Form W-8BEN: What Counts as US-Source Income for YouTube and AdSense Creators
Key Takeaways
- U.S.-source income for a YouTube creator is revenue generated from viewers located in the United States, not from where the creator lives
- All monetization paths count: ad revenue, YouTube Premium share, channel memberships, Super Chat, Super Sticker, gifted memberships
- Even ad-free channels have U.S.-source income from YouTube Premium revenue if U.S. Premium subscribers watch their content
- Without a valid W-8BEN, Google withholds 30% on all U.S.-source income — every category, every payment
- A treaty-rate W-8BEN can drop withholding to 0–15% depending on your country's treaty with the U.S.
Why YouTube Creators Need to Care About "US-Source Income"
YouTube reaches viewers in every country, and a single creator's revenue stream often comes from a global mix of viewers. For U.S. tax purposes, what matters is not where the creator lives or where their channel is hosted — it's where the viewer is when they generate revenue.
If you look at the top-left corner of YouTube, you'll see a small country indicator. That's YouTube telling you which country it thinks you're in (and using to localize ads, content, and revenue allocation). For foreign creators monetizing on YouTube, the portion of revenue coming from viewers located in the United States is treated as U.S.-source income — and U.S.-source income is what Google withholds tax on when you submit Form W-8BEN.
What Counts as US-Source Revenue on YouTube
The category covers more revenue streams than most creators realize. The big one is advertising revenue: when a U.S.-based viewer watches an ad on your video, the cut of the ad revenue you earn from that view is U.S.-source. This is the obvious case — and historically the only category that got attention.
But YouTube has expanded what counts. Channel memberships paid by U.S. viewers, Super Chat and Super Sticker tips from U.S. viewers during livestreams, gifts and donations from U.S. viewers, and even the share of YouTube Premium subscription revenue allocated to your channel based on U.S. Premium viewers — all of it is U.S.-source income.

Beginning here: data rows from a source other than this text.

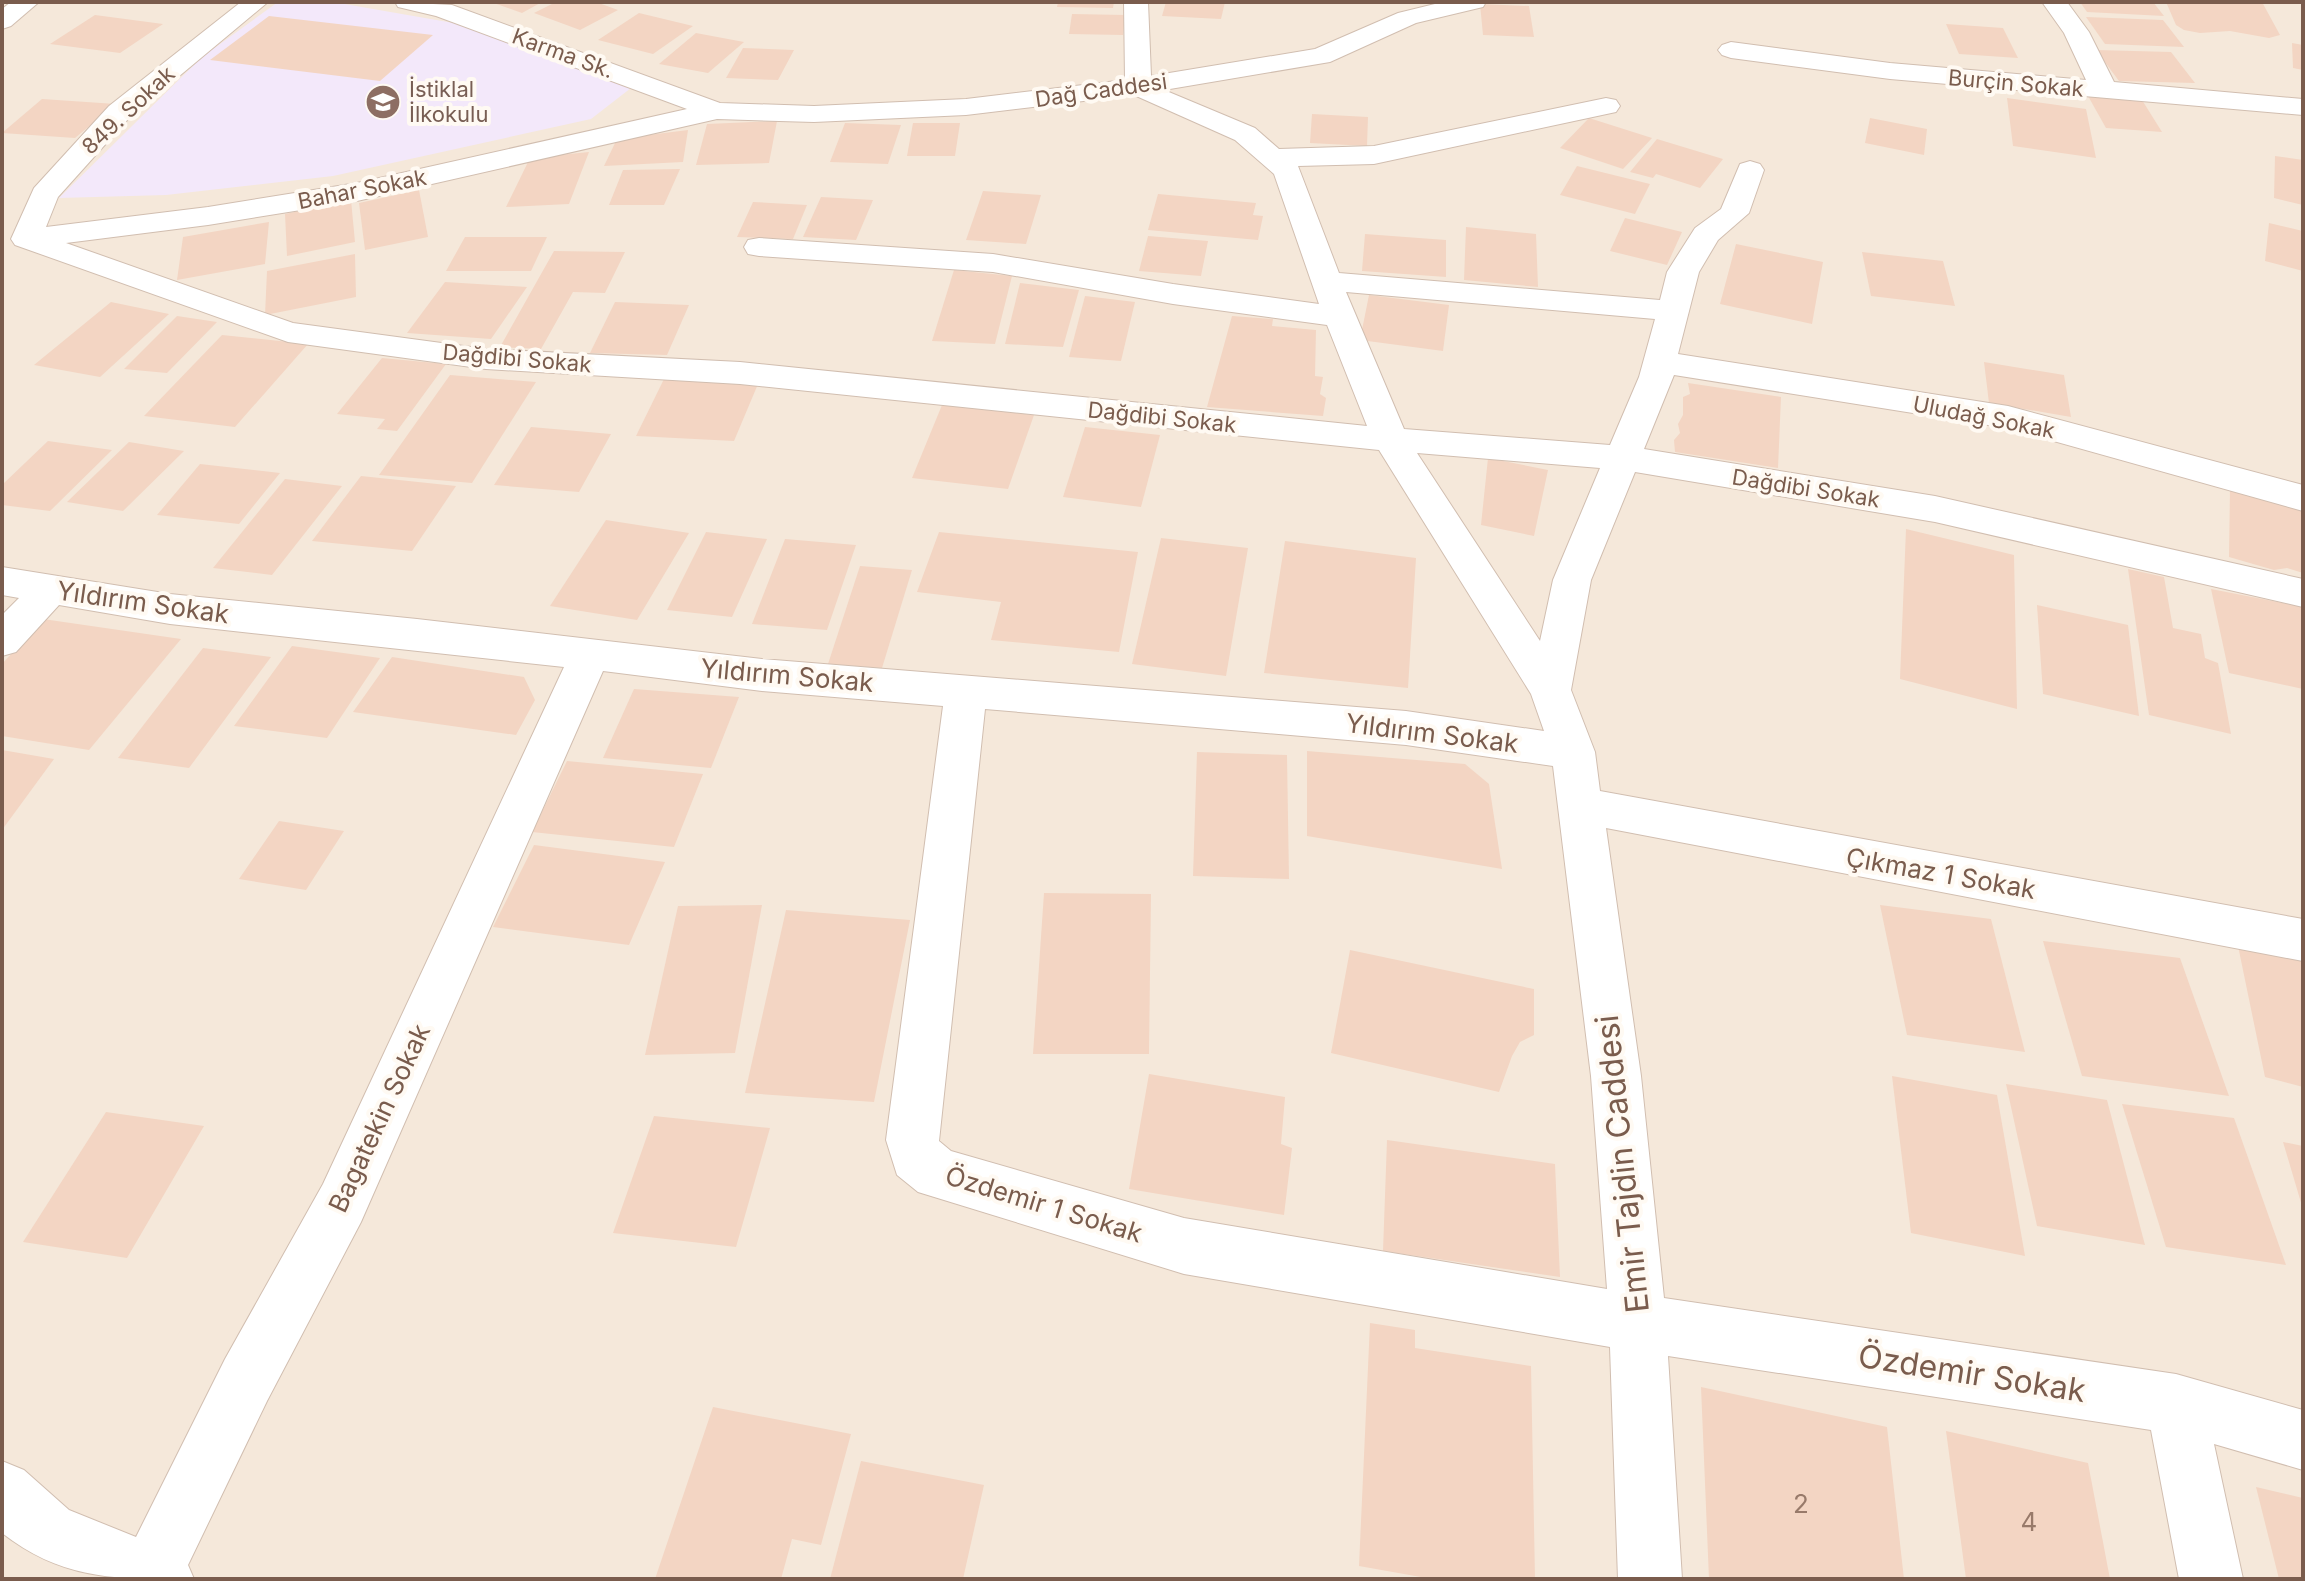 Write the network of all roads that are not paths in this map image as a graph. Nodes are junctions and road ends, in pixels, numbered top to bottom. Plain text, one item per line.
1 (27, 2) edge
2 (256, 2) edge
3 (407, 2) edge
4 (1136, 2) edge
5 (1474, 2) edge
6 (2054, 2) edge
7 (2, 21) edge
8 (1731, 50) dead end
9 (1138, 86) junction
10 (2105, 91) junction
11 (1606, 106) dead end
12 (2303, 107) edge
13 (717, 111) junction
14 (1272, 158) junction
15 (1750, 170) dead end
16 (14, 240) edge
17 (759, 247) dead end
18 (1326, 281) junction
19 (1673, 311) junction
20 (1342, 317) junction
21 (1660, 362) junction
22 (1391, 441) junction
23 (1624, 458) junction
24 (2303, 498) edge
25 (2, 581) edge
26 (51, 589) junction
27 (2303, 593) edge
28 (2, 641) edge
29 (590, 654) junction
30 (1550, 690) junction
31 (966, 692) junction
32 (1573, 752) junction
33 (1579, 805) junction
34 (2303, 940) edge
35 (1638, 1323) junction
36 (2176, 1404) junction
37 (2303, 1440) edge
38 (2, 1492) edge
39 (157, 1576) edge
40 (1650, 1579) edge
41 (2211, 1579) edge

1 - 7 street
2 - 16 street, 849. Sokak
3 - 13 street, Karma Sk.
4 - 9 street
5 - 9 street, Dağ Caddesi
6 - 10 street
8 - 10 street, Burçin Sokak
9 - 13 street, Dağ Caddesi
9 - 14 street, Emir Tajdin Caddesi
10 - 12 street, Burçin Sokak
11 - 14 street
13 - 16 street, Bahar Sokak
14 - 18 street, Emir Tajdin Caddesi
15 - 19 street
16 - 22 street, Dağdibi Sokak
17 - 20 street
18 - 19 street
18 - 20 street, Emir Tajdin Caddesi
19 - 21 street
20 - 22 street, Emir Tajdin Caddesi
21 - 23 street
21 - 24 street, Uludağ Sokak
22 - 23 street, Dağdibi Sokak
22 - 30 street, Emir Tajdin Caddesi
23 - 27 street, Dağdibi Sokak
23 - 30 street
25 - 26 street, Yıldırım Sokak
26 - 28 street
26 - 29 street, Yıldırım Sokak
29 - 31 street, Yıldırım Sokak
29 - 39 street, Bagatekin Sokak
30 - 32 street, Emir Tajdin Caddesi
31 - 32 street, Yıldırım Sokak
31 - 35 street, Özdemir 1 Sokak
32 - 33 street, Emir Tajdin Caddesi
33 - 34 street, Çıkmaz 1 Sokak
33 - 35 street, Emir Tajdin Caddesi
35 - 36 street, Özdemir Sokak
35 - 40 street, Emir Tajdin Caddesi
36 - 37 street, Özdemir Sokak
36 - 41 street
38 - 39 street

YouTube Premium Revenue Counts Too
Premium revenue surprises a lot of creators. The logic: YouTube Premium subscribers pay a monthly fee and watch ad-free. YouTube takes that subscription pool and allocates a share to each creator based on how much Premium viewing their channel got. If a U.S.-based Premium subscriber watched your video for an hour, you get a slice of their monthly fee — and that slice is U.S.-source income, even though there were no ads played.
This matters because creators who think "my channel doesn't run ads, so I don't have U.S. income" are usually wrong. As long as U.S. viewers consume your content through any monetized path — ads, Premium, channel membership, Super Chat — there's a U.S.-source income component.
Super Chat, Super Sticker, and Channel Memberships
For streamers and creators with active communities, Super Chat (paid highlighted messages during livestreams), Super Sticker (paid animated stickers), gifted memberships, and standard channel memberships are all in scope. The rule is the same: if the paying viewer is in the United States, the revenue from that payment is U.S.-source income.
For a streamer with a U.S.-heavy audience, this can be a substantial portion of total income. It's also unevenly distributed: a single big Super Chat from a U.S. viewer can be more U.S.-source income in one moment than a month of global ad views. The withholding treatment is the same regardless of size.
Why Submitting W-8BEN Matters Here
If you don't submit Form W-8BEN to Google, Google applies the default 30% non-resident withholding to all your U.S.-source income — across all these categories. That's a heavy haircut on a meaningful share of your revenue.
With a valid W-8BEN that claims a tax treaty benefit (many countries have treaties with the U.S. that reduce the withholding to 10%, 15%, or 0% on royalty income), the withholding drops to the treaty rate. For a creator earning $10,000 a year in U.S.-source income, the difference between 30% withholding and a treaty-rate 15% is $1,500 — every year. That's the practical reason Google asks for the form, and the practical reason you should submit one as soon as you start monetizing.
Frequently Asked Questions
How does YouTube know which viewers are in the U.S.?
YouTube uses the viewer's IP address and account country to determine location. The same indicator you see in the top-left of YouTube (country flag) is what they use internally for revenue allocation. It's not always perfect, but it's the system.
If I move my channel's account country, does that change my U.S.-source income?
No. The U.S.-source determination is about viewer location, not creator location. Moving your account country changes your withholding paperwork and the treaty that applies to you — it doesn't change which viewers are in the U.S.
Does this apply to AdSense (non-YouTube Google ads) too?
Yes — the same rules apply across Google's monetization products. AdSense, AdMob (mobile), and YouTube all share the same W-8BEN form and the same U.S.-source/withholding framework.